Radar observations during the 2017 flyby have shown that Florence has two moons. The inner of the two moons is estimated to have a diameter of 180 to 240 meters, the outer moon is between 300 and 360 meters across. Each moon is somewhat elongated, and both are tidally locked to the main body. They probably formed as loose material spun away from the main body as its rotation accelerated due to the YORP effect.

The inner moon's period orbiting Florence appears to be approximately 7 hours, while the outer moon completes a revolution in about 21 to 23 hours. The inner moon of Florence has the shortest orbital period of any of the moons of the 60 near-Earth asteroids known to have moons.

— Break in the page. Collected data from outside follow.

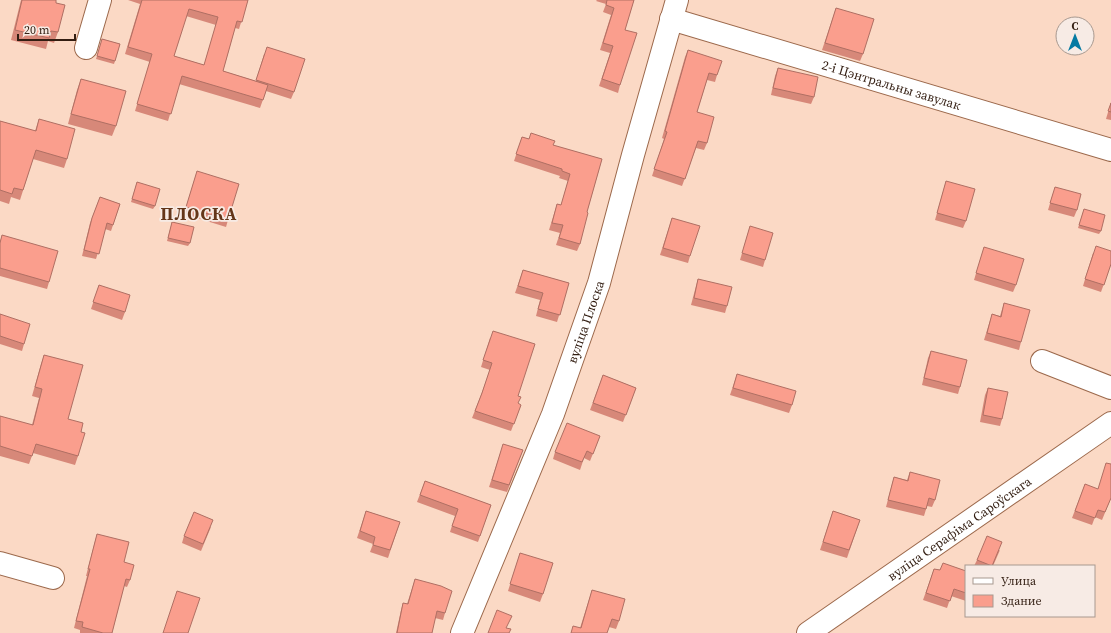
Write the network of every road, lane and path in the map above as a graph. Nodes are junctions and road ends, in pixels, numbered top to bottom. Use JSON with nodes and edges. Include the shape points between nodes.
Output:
{"nodes":[{"id":1,"x":100,"y":0,"type":"edge"},
{"id":2,"x":674,"y":10,"type":"edge"},
{"id":3,"x":86,"y":48,"type":"dead end"},
{"id":4,"x":1111,"y":150,"type":"edge"},
{"id":5,"x":1042,"y":361,"type":"dead end"},
{"id":6,"x":1111,"y":388,"type":"edge"},
{"id":7,"x":1111,"y":424,"type":"edge"},
{"id":8,"x":0,"y":563,"type":"edge"},
{"id":9,"x":53,"y":578,"type":"dead end"},
{"id":10,"x":462,"y":633,"type":"edge"},
{"id":11,"x":808,"y":633,"type":"edge"}],
"edges":[{"from":1,"to":3,"type":"street"},
{"from":2,"to":4,"type":"street","name":"2-і Цэнтральны завулак"},
{"from":2,"to":10,"type":"street","name":"вуліца Плоска","via":[[599,283],[554,414]]},
{"from":5,"to":6,"type":"street"},
{"from":7,"to":11,"type":"street","name":"вуліца Серафіма Сароўскага"},
{"from":8,"to":9,"type":"street"}]}
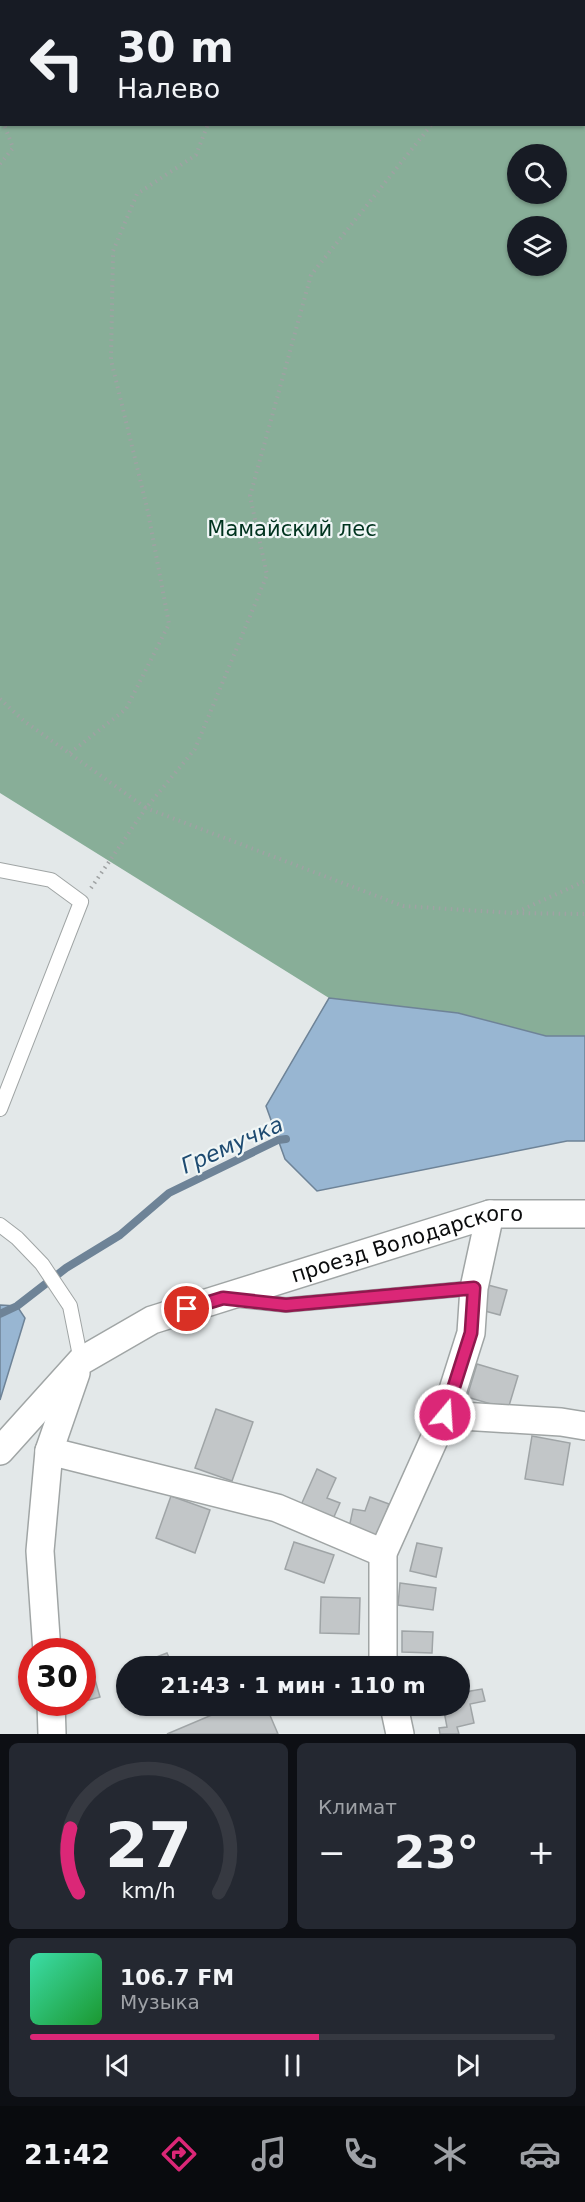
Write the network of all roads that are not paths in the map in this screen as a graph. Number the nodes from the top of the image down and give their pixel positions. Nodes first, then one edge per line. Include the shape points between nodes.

Florence is only the third known triple asteroid in the near-Earth asteroid population, after and .

== 2017 close approach ==
On 1 September 2017, Florence passed 0.047237 AU from Earth, approximately eighteen times the average distance of the Moon. As seen from Earth, it brightened to apparent magnitude 8.5, and was visible in small telescopes for several nights as it moved south to north through the constellations Piscis Austrinus, Capricornus, Aquarius, and Delphinus. This was the asteroid's closest approach since 1890 and the closest until after 2500. Its previous flyby was on 29 August 1930, at a distance of 0.05239 AU and the next one will be on 2 September 2057, at 0.049952 AU.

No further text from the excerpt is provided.